▶ **Aim of the task**
Give the entries back exactly, dropping each image.

Dataset records
- - - -

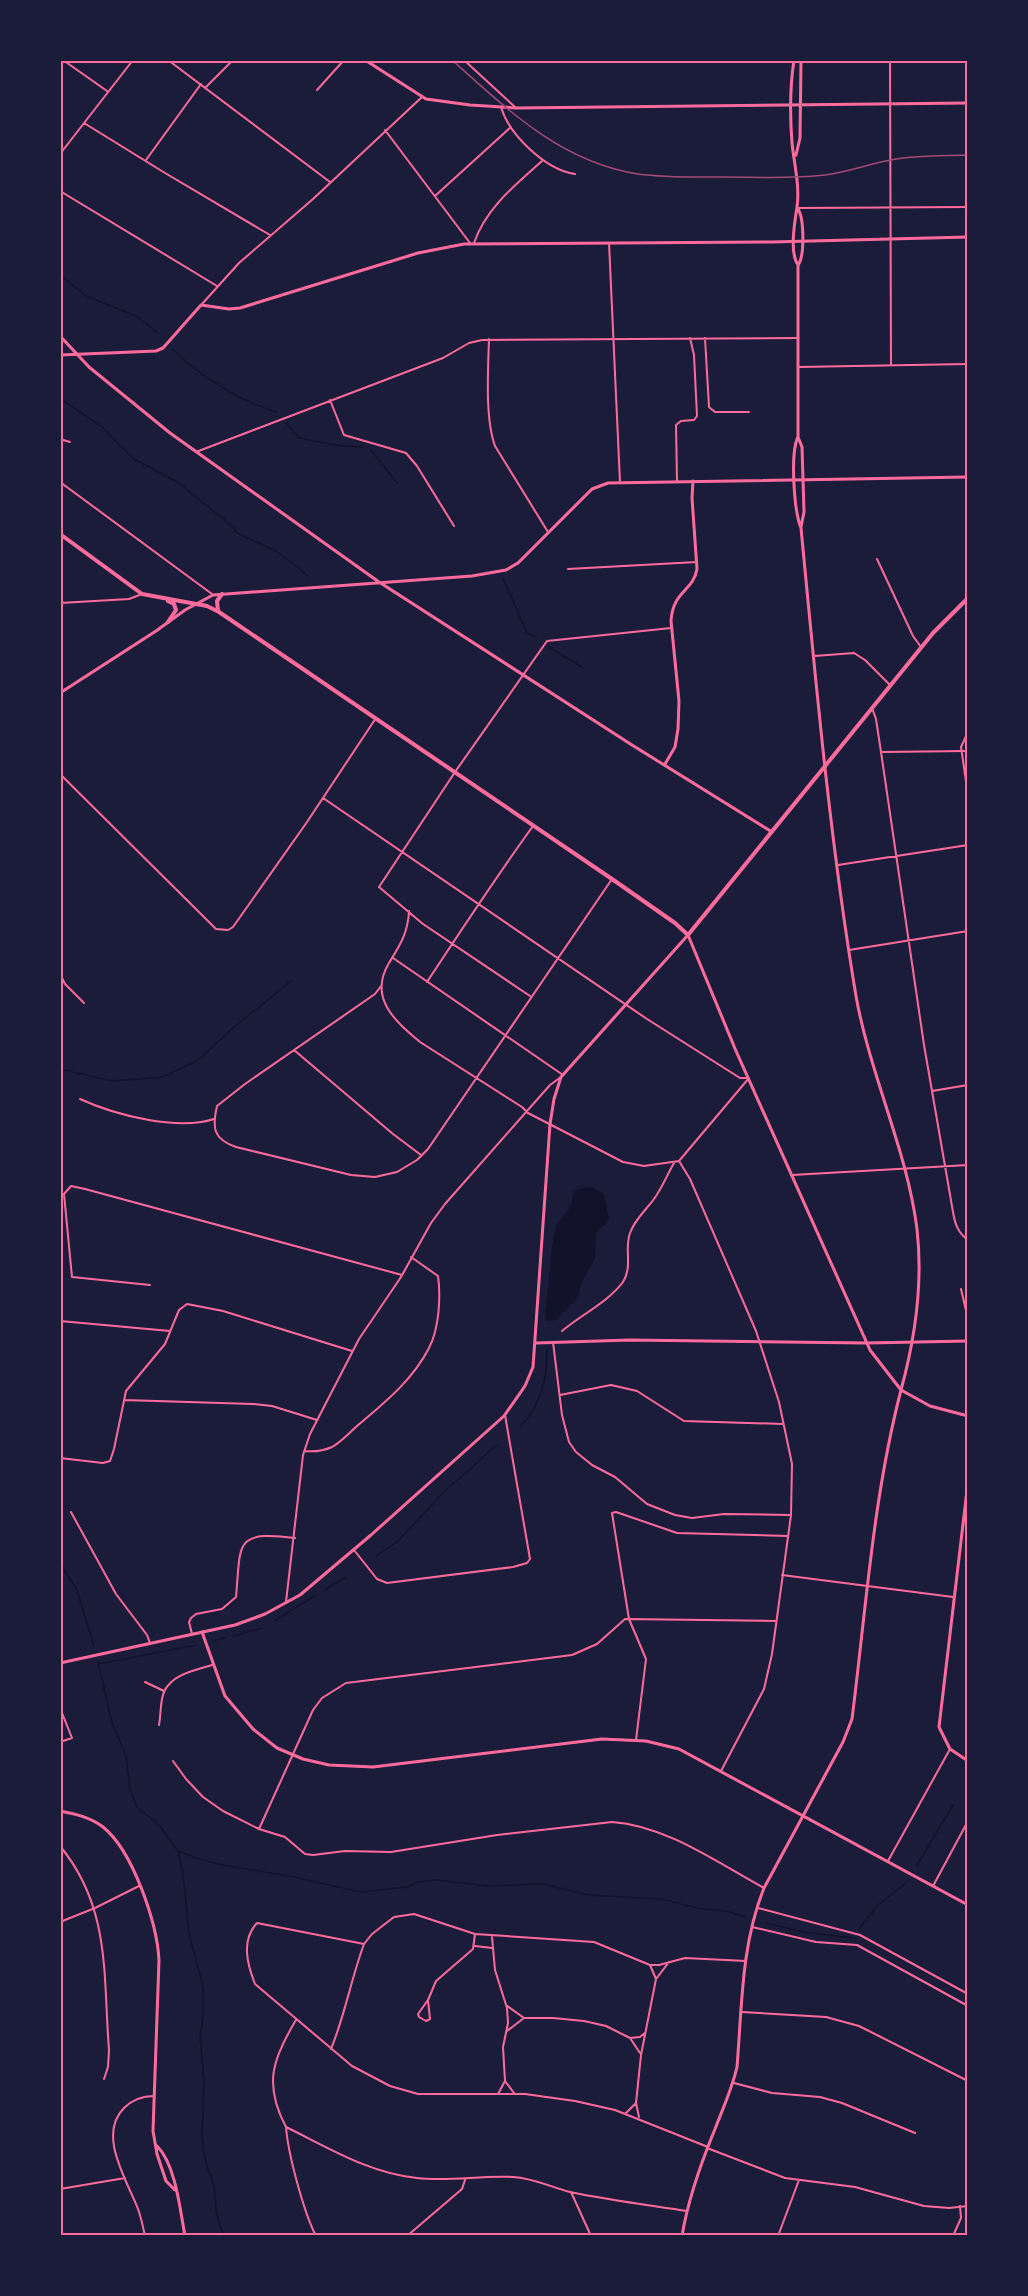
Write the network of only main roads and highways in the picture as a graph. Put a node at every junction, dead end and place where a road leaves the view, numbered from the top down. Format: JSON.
{"nodes":[{"id":1,"x":60,"y":534,"type":"edge"},
{"id":2,"x":222,"y":594,"type":"road end"},
{"id":3,"x":968,"y":598,"type":"edge"},
{"id":4,"x":165,"y":599,"type":"junction"},
{"id":5,"x":218,"y":612,"type":"junction"},
{"id":6,"x":168,"y":622,"type":"road end"}],
"edges":[{"from":1,"to":4,"type":"main road"},
{"from":2,"to":5,"type":"main road"},
{"from":3,"to":5,"type":"main road"},
{"from":4,"to":5,"type":"main road"},
{"from":4,"to":6,"type":"main road"}]}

- - - -

▶ **Result for this task**
Write the network of only main roads and highways in the picture as a graph. Put a node at every junction, dead end and place where a road leaves the view, numbered from the top down. Format: JSON.
{"nodes":[{"id":1,"x":60,"y":534,"type":"edge"},
{"id":2,"x":222,"y":594,"type":"road end"},
{"id":3,"x":968,"y":598,"type":"edge"},
{"id":4,"x":165,"y":599,"type":"junction"},
{"id":5,"x":218,"y":612,"type":"junction"},
{"id":6,"x":168,"y":622,"type":"road end"}],
"edges":[{"from":1,"to":4,"type":"main road"},
{"from":2,"to":5,"type":"main road"},
{"from":3,"to":5,"type":"main road"},
{"from":4,"to":5,"type":"main road"},
{"from":4,"to":6,"type":"main road"}]}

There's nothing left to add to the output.